Welp, th-th-th-that’s all folks. It has been quite a ride with Epicor. My last day in the field was this past Friday. I sat on a plane for 2 hours at the gate in Atlanta waiting out a storm, and watched the clock turn midnight on my final day as Epicorious.
It’s an amazing system at heart and I’ve enjoyed learning its vagaries. It does handle millions of transactions and keeps records integrated. It provides an amazing ecosystem for citizen developers.

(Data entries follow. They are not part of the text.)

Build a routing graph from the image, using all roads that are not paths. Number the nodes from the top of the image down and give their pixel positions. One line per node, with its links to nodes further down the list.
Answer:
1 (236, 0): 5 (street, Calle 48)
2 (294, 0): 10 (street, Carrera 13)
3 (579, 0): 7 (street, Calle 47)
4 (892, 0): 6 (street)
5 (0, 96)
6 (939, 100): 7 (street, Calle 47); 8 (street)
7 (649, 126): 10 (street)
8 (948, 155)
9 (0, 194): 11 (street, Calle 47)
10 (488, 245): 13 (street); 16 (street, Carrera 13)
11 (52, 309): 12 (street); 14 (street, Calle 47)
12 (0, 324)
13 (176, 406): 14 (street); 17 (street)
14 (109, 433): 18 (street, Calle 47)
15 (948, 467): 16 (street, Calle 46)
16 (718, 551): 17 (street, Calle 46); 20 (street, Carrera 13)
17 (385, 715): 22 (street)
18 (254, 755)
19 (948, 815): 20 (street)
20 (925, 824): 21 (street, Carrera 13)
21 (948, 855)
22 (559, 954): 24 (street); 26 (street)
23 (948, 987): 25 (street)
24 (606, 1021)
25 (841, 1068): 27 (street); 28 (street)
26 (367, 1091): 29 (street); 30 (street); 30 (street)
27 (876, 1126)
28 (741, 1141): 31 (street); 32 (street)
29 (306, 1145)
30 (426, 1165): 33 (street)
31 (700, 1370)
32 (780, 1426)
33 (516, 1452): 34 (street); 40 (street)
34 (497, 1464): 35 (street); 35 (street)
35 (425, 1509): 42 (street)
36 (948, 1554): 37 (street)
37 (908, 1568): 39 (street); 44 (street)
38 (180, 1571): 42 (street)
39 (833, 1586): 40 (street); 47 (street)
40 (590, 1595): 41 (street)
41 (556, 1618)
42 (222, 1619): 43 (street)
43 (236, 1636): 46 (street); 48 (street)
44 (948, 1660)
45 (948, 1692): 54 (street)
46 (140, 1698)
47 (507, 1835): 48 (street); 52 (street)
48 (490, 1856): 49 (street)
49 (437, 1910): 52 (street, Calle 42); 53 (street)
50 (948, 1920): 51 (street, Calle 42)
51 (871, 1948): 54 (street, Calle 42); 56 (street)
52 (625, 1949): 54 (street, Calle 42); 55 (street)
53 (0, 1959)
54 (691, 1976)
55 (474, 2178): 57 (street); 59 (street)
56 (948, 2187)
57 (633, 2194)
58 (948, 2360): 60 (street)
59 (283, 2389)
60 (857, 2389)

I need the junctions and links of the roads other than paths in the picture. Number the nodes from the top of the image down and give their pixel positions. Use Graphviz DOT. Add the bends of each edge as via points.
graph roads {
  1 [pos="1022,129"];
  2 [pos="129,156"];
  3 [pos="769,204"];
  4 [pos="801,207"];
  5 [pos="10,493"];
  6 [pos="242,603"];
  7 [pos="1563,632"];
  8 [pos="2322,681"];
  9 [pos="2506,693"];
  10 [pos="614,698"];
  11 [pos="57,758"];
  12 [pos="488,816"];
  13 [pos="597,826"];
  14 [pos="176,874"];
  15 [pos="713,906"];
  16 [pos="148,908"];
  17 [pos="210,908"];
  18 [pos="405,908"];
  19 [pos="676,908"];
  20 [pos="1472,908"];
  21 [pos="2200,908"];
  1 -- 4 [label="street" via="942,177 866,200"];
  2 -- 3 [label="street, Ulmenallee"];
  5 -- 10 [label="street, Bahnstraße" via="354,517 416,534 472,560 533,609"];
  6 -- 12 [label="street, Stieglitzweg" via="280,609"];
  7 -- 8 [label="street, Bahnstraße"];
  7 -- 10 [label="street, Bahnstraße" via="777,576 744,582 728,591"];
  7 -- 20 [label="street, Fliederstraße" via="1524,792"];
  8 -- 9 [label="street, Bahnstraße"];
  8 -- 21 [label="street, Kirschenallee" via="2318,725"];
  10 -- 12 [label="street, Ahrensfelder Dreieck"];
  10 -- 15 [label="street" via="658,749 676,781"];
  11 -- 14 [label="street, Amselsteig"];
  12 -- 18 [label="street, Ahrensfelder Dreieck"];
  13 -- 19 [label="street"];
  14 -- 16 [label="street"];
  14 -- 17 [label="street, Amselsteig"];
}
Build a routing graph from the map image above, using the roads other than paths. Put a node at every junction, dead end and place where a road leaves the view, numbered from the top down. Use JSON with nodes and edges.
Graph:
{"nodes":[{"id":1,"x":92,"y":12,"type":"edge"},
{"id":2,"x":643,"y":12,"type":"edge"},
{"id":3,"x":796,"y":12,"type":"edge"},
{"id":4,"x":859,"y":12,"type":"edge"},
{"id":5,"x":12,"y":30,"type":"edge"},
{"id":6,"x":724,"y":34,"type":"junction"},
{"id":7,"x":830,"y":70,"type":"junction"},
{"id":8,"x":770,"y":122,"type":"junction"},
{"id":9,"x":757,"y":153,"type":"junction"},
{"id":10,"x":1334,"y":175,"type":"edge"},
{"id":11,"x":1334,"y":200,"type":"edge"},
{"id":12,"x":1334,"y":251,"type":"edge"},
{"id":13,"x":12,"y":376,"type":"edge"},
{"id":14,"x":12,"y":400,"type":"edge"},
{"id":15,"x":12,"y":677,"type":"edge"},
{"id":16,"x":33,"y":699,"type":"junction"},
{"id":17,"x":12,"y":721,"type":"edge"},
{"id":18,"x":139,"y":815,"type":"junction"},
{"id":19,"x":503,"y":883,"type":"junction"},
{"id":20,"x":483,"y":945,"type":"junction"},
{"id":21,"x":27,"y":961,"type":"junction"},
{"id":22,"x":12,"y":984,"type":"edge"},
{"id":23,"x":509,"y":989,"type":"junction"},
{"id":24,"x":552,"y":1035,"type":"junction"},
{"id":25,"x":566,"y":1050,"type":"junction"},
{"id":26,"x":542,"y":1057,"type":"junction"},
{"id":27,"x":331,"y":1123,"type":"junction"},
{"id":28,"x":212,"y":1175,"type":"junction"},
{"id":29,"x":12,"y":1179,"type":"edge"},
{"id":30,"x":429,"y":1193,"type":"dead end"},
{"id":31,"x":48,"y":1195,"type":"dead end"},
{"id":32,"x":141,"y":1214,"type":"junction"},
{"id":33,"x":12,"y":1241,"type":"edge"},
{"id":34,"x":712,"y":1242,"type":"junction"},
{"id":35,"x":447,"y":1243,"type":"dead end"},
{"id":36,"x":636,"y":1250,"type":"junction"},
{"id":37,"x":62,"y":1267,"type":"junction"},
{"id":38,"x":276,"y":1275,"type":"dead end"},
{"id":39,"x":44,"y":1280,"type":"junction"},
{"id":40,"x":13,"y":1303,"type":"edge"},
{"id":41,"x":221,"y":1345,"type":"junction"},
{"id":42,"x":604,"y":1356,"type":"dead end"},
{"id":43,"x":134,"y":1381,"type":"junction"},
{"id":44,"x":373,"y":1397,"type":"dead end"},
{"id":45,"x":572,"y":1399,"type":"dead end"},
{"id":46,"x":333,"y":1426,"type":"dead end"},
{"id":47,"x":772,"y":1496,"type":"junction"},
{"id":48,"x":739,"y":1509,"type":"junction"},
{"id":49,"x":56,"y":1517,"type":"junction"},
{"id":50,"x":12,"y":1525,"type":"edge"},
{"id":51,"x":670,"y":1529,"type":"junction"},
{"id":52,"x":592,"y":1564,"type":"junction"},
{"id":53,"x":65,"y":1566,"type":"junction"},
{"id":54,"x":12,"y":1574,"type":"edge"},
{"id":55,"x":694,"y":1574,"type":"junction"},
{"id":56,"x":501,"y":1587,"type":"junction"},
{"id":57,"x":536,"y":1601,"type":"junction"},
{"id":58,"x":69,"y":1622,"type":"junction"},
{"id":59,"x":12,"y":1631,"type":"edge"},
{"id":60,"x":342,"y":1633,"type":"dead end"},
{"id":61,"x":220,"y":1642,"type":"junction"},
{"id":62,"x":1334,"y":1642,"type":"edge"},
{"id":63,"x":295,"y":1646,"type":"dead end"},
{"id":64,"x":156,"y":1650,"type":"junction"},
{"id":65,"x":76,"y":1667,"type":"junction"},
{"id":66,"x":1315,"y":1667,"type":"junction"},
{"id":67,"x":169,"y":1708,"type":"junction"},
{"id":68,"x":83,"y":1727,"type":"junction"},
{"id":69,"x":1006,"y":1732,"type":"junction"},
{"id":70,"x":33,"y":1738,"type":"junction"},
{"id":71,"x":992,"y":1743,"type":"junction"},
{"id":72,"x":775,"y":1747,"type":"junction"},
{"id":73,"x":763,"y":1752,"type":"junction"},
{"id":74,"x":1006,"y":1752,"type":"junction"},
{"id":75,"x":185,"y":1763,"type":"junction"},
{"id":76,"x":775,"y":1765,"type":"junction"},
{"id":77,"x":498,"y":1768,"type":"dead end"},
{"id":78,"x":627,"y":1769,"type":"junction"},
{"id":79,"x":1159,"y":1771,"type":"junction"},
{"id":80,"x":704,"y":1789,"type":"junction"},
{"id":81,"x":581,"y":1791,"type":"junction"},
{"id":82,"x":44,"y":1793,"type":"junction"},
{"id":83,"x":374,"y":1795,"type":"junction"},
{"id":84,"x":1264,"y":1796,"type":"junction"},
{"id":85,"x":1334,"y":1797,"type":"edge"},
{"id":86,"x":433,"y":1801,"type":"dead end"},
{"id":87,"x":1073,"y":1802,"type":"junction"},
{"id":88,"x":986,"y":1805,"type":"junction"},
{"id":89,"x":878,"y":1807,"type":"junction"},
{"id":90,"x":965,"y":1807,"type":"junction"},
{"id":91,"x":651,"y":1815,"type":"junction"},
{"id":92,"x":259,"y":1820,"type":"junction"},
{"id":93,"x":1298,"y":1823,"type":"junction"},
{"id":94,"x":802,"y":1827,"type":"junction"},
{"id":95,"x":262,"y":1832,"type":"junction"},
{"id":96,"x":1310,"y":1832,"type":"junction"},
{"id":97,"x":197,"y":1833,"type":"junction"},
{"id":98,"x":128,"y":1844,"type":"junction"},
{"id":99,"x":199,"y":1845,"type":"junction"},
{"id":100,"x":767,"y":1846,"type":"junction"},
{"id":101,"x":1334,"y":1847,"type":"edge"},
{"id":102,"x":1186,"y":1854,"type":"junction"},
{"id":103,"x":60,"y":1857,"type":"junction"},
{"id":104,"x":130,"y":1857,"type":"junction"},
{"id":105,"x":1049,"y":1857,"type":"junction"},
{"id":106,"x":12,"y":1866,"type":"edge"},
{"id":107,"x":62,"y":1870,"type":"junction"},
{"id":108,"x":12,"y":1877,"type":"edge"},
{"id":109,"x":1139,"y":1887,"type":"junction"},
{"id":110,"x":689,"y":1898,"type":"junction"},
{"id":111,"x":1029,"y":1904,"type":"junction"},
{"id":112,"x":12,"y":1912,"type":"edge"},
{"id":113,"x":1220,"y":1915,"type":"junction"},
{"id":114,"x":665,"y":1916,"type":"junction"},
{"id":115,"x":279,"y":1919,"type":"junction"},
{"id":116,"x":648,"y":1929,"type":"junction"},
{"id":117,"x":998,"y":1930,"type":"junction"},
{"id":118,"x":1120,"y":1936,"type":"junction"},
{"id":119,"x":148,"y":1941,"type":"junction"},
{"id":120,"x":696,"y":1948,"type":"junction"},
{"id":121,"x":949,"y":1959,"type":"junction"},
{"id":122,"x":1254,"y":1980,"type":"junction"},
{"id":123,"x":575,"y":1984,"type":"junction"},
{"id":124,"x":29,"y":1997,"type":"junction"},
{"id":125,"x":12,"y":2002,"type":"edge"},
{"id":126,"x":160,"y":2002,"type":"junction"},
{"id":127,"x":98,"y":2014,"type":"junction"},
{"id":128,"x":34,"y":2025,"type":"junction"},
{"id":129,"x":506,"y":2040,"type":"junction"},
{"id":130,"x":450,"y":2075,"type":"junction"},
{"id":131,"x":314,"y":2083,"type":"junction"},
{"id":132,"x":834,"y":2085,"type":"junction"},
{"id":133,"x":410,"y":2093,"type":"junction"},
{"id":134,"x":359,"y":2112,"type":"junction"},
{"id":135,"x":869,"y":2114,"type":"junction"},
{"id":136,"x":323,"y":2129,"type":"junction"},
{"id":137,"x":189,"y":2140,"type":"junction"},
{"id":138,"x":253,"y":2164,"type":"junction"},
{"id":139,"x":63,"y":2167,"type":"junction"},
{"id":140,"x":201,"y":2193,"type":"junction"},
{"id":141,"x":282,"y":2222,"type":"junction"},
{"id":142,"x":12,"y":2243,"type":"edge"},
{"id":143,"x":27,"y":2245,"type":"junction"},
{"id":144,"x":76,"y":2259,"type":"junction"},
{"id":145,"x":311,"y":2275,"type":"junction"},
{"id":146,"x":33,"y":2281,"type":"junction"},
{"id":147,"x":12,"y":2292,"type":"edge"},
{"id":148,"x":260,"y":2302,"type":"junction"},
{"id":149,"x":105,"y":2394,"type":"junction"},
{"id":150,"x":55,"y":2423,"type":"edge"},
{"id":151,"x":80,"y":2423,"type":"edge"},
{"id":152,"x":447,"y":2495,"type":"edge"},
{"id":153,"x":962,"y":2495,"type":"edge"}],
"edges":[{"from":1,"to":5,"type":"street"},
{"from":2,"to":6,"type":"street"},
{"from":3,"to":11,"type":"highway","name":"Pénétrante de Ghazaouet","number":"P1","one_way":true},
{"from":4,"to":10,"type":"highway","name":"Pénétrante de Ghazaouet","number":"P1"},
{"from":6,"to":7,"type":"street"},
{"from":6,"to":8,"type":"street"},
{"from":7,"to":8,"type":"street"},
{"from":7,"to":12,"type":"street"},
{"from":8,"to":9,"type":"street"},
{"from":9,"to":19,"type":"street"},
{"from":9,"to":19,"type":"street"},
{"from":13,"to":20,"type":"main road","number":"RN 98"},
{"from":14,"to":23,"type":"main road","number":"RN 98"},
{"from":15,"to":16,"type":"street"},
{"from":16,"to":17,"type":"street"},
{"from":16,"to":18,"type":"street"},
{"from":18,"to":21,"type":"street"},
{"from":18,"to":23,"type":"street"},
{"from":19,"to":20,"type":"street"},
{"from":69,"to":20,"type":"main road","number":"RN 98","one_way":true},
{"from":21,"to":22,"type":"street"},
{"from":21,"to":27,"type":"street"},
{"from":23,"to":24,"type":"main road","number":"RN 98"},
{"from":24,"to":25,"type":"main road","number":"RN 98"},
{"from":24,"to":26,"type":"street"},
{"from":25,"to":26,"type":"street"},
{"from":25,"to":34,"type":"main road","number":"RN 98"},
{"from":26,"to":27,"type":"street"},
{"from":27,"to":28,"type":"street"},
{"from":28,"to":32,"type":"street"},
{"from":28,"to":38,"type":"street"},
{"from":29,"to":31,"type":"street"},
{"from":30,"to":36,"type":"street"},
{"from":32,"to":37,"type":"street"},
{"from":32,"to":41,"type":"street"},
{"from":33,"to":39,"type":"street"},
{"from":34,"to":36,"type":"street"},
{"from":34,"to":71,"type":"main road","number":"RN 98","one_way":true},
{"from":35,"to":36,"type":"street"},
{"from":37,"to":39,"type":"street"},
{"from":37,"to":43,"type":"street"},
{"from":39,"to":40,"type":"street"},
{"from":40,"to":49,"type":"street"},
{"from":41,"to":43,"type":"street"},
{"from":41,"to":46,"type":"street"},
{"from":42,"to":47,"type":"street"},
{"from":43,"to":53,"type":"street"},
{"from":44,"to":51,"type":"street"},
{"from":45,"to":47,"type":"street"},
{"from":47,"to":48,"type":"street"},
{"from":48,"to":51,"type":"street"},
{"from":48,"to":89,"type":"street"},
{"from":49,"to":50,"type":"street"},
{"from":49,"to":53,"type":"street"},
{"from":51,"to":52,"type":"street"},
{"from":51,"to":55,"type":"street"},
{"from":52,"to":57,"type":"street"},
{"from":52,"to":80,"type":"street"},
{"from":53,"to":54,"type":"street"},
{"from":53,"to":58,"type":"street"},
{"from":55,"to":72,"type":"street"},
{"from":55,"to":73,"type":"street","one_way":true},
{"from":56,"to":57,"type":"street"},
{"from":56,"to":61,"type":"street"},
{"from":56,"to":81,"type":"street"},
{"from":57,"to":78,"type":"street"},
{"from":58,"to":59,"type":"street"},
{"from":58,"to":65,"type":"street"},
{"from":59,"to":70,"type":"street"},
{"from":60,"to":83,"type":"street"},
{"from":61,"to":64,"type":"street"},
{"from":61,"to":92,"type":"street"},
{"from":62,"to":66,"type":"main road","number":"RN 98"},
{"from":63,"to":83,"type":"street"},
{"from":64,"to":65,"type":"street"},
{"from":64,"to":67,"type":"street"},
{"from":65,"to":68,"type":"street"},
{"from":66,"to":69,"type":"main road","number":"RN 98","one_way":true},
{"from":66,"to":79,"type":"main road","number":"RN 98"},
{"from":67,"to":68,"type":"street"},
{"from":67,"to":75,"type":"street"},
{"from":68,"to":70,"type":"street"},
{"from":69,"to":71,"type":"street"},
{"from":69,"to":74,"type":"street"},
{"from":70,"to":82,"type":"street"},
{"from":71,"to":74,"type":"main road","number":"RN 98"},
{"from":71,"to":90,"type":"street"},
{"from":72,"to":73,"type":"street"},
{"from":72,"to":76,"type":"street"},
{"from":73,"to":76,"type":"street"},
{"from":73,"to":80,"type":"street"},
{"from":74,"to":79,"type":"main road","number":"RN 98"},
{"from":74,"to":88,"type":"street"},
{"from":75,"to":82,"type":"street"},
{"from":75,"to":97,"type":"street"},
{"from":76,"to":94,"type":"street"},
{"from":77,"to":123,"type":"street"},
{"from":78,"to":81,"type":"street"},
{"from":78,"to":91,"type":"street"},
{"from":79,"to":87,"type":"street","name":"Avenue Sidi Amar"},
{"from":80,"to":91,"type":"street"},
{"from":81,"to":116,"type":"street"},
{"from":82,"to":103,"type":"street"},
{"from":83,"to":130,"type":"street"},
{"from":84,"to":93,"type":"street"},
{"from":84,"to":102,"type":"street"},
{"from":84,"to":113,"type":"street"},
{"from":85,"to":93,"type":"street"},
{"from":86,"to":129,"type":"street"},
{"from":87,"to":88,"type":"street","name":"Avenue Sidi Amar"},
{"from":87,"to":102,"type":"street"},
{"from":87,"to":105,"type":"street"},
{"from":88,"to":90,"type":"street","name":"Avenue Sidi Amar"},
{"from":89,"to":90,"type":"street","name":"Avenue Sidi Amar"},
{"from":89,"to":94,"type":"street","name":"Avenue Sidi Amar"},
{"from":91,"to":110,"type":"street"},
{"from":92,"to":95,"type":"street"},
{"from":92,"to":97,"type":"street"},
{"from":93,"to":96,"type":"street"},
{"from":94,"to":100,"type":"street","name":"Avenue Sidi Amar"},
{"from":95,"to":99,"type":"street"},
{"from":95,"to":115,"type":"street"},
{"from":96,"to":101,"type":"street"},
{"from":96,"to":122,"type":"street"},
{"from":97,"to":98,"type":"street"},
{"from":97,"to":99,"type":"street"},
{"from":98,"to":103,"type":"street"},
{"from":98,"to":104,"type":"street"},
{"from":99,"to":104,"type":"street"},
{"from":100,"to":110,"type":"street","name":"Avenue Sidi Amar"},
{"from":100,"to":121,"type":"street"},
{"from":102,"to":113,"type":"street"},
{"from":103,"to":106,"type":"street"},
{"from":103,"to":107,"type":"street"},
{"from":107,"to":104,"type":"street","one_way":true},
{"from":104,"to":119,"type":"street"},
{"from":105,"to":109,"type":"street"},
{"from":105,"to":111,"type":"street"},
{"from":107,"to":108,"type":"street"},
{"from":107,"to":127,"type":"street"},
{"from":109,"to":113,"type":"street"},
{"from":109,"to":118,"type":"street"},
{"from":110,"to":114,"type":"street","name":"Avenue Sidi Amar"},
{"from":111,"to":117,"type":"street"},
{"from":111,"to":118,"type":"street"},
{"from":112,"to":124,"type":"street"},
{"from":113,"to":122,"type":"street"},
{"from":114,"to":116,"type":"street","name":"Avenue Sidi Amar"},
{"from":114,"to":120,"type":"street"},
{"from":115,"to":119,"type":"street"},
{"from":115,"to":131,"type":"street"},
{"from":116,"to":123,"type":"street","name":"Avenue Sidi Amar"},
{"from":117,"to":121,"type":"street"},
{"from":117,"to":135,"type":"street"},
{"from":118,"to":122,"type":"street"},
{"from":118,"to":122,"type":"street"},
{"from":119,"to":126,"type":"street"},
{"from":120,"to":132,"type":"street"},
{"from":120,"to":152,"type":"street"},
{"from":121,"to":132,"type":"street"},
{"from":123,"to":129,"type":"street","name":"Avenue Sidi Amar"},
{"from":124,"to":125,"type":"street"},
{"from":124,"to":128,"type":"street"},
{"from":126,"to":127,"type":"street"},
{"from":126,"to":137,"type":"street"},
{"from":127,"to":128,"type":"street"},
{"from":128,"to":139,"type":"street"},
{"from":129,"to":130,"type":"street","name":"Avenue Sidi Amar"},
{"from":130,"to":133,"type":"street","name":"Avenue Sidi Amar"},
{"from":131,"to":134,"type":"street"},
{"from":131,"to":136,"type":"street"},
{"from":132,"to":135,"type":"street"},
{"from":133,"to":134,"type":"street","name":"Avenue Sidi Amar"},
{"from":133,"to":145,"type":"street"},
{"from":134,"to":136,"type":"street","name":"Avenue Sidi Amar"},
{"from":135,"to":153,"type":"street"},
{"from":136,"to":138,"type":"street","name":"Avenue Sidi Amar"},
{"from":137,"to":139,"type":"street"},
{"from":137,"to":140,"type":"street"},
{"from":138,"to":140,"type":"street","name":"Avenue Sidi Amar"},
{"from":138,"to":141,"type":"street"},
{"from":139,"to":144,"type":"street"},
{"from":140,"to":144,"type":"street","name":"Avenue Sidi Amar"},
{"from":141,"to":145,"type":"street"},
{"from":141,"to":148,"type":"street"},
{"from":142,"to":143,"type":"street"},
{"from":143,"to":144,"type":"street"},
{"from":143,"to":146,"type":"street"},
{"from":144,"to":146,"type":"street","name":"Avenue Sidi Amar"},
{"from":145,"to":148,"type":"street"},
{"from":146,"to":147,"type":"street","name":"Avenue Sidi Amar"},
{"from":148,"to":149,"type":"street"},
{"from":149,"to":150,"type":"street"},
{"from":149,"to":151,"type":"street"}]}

Sadly, like most enterprise software, it’s also under-powered, wickedly overpriced, and run by a company that really doesn’t put anywhere near the effort they’re paid for. They’re sloppy and disorganized and I won’t miss seeing their invoices being sent to someone who quit 7 years ago because they can’t get their poop in a group. I won’t miss the fact that the citizen development has zero built-in QC or DevOps (if you have never developed in SalesForce, you should try it. Bloody amazing.). Their support has improved but if you look at the cost it’s nothing like adequate. Development is focused strictly on new features that will make more money, which normally I’d support - but they’re taking advantage of customers who they have over a barrel. Absolutely terrible lack of accountability. They and their partners honestly don’t know, care, or understand how the business works, and I wish life was long enough to develop an ERP company that could be more human. My experience with Epicor corporate is really that they don’t give a crap and everything is my fault, apparently.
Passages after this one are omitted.